The stop was 100 feet away and could be reached in 13 to 16

seconds.    See id. at 280-81.

            Although the government argues that there was no stop at

all, and so no need for even reasonable suspicion, the next steps

taken by the officers are indeed the steps that would be taken by

officers who believed that they were authorized to detain and

question someone.     The officers did not remain in the car to

question Smith, as they easily could have done.       They got out of

the car, prepared, if needed, to apprehend him.      See id. at 281 &

n.6, n.7.    They then came physically close to Smith, apparently

positioning themselves to take him into custody.         They did not

stand at normal conversational distance.      The district court found

that the two officers placed themselves so that each was within

arm's reach of Smith; Smith testified that they were each three

feet away from him.     See id. at 281.      The officers also spread

themselves so one was on either side of Smith, again consistent

with officers preparing to take a suspect into custody.       See id.
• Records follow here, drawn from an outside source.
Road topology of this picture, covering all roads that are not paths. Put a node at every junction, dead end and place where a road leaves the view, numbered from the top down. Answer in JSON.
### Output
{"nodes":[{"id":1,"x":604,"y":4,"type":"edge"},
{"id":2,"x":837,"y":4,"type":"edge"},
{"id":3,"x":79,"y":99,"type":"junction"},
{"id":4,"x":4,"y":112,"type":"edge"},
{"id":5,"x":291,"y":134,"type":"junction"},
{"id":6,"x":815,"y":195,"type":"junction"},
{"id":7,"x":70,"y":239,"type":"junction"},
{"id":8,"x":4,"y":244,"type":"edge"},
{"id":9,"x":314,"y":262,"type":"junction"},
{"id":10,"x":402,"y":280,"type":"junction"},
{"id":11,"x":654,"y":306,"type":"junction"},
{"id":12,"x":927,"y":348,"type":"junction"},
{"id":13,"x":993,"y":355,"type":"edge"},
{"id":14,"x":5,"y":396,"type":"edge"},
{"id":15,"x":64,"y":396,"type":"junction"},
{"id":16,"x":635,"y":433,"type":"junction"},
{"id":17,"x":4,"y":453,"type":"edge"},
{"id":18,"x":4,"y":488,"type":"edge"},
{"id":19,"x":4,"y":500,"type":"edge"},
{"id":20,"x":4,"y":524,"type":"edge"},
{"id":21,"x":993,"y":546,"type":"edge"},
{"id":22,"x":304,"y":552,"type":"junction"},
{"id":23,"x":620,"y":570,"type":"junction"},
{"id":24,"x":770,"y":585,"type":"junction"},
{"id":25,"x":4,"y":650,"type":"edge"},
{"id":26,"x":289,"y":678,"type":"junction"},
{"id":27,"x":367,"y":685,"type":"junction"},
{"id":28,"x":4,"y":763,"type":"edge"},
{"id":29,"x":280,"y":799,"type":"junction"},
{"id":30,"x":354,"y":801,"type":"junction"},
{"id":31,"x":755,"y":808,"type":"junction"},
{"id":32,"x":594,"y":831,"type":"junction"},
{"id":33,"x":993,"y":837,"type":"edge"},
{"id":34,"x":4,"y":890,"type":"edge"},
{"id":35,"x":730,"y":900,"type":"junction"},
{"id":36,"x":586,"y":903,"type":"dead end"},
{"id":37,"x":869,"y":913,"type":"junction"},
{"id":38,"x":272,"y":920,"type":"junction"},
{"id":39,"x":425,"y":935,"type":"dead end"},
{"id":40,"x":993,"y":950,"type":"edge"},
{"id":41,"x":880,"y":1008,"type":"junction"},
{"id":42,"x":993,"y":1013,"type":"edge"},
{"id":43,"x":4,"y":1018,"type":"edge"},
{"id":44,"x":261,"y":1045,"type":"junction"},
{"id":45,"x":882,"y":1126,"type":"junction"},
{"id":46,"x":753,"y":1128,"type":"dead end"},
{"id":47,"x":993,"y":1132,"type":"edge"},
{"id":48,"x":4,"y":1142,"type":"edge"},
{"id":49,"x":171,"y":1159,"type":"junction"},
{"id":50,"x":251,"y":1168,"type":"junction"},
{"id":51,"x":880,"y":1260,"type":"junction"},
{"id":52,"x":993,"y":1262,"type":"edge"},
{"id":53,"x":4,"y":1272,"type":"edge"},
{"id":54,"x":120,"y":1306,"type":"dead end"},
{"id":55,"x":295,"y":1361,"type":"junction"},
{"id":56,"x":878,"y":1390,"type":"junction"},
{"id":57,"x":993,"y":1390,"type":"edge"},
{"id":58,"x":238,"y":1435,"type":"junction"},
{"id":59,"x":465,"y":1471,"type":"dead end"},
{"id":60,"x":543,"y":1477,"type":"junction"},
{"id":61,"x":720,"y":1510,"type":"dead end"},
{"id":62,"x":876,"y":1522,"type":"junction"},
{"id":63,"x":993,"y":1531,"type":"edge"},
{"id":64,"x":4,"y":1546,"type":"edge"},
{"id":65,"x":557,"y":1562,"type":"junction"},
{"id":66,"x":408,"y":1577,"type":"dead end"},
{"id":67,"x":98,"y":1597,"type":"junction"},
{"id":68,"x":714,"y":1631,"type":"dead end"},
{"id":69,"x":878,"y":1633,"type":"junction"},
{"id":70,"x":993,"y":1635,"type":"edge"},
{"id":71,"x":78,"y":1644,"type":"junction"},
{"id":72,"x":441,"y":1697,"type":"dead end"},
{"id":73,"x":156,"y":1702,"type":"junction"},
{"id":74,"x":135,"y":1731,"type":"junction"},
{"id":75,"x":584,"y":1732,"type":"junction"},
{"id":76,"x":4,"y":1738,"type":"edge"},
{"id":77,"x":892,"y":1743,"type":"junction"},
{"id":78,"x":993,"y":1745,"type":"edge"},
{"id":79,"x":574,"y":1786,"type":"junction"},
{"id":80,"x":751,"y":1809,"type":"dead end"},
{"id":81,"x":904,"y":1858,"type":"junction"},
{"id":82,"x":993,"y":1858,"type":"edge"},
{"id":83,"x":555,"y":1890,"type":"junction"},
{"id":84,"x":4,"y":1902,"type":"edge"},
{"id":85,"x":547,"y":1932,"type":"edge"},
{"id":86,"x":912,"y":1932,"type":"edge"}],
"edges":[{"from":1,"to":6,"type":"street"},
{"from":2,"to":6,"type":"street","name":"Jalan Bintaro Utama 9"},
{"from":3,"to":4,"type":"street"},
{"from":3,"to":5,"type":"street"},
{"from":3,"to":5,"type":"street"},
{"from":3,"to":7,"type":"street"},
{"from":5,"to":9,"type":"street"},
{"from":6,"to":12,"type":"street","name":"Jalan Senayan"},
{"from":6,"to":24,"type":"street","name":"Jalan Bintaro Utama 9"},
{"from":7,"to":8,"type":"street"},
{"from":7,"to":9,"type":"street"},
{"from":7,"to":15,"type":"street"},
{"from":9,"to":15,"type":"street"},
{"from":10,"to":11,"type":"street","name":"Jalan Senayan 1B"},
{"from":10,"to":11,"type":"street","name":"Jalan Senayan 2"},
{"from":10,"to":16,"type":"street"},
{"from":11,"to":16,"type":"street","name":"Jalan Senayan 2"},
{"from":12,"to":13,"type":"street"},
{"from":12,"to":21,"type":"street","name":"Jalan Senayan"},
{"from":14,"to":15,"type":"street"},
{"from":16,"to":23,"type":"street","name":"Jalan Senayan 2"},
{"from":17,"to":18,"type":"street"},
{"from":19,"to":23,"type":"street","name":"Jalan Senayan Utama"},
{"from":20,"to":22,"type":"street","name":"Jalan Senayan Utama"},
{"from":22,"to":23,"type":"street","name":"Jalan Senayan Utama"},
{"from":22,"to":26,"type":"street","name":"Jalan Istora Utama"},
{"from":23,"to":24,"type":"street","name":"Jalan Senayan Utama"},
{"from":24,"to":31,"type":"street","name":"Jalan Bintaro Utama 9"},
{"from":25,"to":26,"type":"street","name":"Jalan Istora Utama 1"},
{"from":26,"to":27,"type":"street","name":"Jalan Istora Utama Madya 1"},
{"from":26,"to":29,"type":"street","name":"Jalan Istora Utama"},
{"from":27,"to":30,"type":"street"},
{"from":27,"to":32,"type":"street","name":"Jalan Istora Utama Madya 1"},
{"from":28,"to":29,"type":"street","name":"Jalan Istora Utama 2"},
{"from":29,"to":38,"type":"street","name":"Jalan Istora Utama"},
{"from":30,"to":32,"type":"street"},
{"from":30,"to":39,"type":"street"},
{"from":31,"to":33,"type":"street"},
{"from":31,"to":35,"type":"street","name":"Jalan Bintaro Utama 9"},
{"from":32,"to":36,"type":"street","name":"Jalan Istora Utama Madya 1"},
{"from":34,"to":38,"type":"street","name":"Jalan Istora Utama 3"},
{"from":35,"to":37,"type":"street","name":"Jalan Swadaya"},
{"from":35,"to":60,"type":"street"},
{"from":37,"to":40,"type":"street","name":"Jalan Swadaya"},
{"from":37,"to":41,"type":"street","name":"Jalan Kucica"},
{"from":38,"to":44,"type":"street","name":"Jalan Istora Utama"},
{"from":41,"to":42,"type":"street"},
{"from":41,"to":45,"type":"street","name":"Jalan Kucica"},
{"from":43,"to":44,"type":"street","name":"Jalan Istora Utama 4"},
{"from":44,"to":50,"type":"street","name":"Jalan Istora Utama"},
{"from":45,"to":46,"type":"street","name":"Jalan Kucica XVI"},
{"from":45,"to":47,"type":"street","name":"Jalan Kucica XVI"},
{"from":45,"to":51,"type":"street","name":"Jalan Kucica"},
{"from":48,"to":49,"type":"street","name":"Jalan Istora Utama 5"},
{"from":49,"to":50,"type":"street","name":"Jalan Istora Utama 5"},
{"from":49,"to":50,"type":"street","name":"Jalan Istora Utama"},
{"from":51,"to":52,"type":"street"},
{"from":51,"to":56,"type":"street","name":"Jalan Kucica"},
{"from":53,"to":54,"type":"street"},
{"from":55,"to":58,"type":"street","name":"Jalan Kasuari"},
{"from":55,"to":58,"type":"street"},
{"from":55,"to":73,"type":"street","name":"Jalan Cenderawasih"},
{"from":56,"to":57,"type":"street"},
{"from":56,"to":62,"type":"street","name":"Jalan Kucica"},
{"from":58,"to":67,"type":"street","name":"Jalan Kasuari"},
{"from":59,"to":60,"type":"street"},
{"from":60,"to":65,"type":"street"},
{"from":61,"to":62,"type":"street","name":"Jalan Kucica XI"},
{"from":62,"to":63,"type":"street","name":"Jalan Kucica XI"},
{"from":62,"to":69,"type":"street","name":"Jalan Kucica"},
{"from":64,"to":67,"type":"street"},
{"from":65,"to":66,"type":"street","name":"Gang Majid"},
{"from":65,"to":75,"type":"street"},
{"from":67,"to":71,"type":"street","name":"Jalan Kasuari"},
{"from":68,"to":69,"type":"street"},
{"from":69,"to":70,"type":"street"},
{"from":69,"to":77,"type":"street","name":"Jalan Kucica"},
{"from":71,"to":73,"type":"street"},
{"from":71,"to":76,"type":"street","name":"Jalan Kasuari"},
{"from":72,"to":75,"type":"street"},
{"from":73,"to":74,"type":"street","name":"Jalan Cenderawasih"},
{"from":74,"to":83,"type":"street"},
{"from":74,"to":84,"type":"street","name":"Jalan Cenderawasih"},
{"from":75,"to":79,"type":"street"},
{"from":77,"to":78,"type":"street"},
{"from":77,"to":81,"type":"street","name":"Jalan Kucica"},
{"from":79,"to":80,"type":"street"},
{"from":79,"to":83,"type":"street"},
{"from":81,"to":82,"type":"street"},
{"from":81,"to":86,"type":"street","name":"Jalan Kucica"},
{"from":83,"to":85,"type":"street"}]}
He was seated; they were standing.       The district court found that

the officers' tone became "increasingly sarcastic and aggressive"

throughout the encounter.6       Id.   They soon asked Smith for his

identification.    See id. at 282.


6
   It is also true that the officers did not draw their weapons.
See Smith, 332 F. Supp. 2d at 281. They did not say anything one
way or another about whether Smith was free to leave.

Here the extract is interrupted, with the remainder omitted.